If you find yourself famished, I wholeheartedly suggest you find your nearest Korean restaurant. I’m craving drunken chicken noodles at the moment.
Kharazim: At a glance
Monk is a highly mobile support Hero that can accomplish much. His ability to pick from one of three traits allows him to wear many hats, even while filling the role of healer. Thanks for a teleporting dodge and the ability to heal while retaliating, Monk is great at staying in a lane by himself and forcing back specific Heroes.
He also excels in team fights, able to stand in the thick of most encounters and provide area-of-effect healing while helping to pick off stragglers or trap enemies by pressuring them with attacks.
- Monk is a great in-lane partner, giving Heroes that using lose the laning phase a fighting chance at pressuring.
- A malleable team mate, able to fit into just about any composition thanks in part to his traits.
- A surprisingly effective late-game fort pusher and jungler, able to take mercenary camps by himself without losing HP.

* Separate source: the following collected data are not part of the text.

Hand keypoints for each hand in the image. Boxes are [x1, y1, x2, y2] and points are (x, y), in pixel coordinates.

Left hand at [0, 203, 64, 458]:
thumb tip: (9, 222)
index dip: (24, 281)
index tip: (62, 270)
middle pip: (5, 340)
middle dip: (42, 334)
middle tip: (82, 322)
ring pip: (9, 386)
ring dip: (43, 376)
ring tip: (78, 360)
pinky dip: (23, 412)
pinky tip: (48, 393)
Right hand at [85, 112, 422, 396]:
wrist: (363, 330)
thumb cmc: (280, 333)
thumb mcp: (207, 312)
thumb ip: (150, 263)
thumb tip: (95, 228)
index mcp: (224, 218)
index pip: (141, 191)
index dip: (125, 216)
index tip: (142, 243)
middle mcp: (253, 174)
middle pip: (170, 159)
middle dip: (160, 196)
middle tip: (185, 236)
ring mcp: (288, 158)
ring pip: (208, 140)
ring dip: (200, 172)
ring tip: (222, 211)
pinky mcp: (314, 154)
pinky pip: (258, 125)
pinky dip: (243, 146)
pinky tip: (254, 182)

- A great gank squad leader, able to initiate, flee, and attack enemies that lose their way in the woods.
- One of the few Heroes (in my opinion) with viable Ultimates.
- Can be hard to kill and can place himself into position with ease
- Lacks any kind of crowd control buttons.
- Possesses a high skill ceiling and will require effort and patience to learn.
- Extremely hindered by a number of ranged Heroes, as well as Heroes that can blind or stun.
- While he can provide solid damage numbers, he has to work for it. Just about every Hero can deal with Monk’s attacks by simply walking away from him.
- Both Ultimates require precision map placement, as they can easily miss.
- Can be a frustrating team mate in solo queue, as some people will insist on taking a damage build when they should be healing.
Monk’s defining characteristic is that he can pick from one of three traits that change his kit in interesting ways.
The trait will be picked as the Level 1 Talent. All three greatly change how Monk is played, but there isn’t a hard and fast rule yet as to what works best. For a healing build, it is obvious that Transcendence is the premium choice. However, providing off-heals or going for a damage/healing hybrid build makes Iron Fists and Insight both viable choices.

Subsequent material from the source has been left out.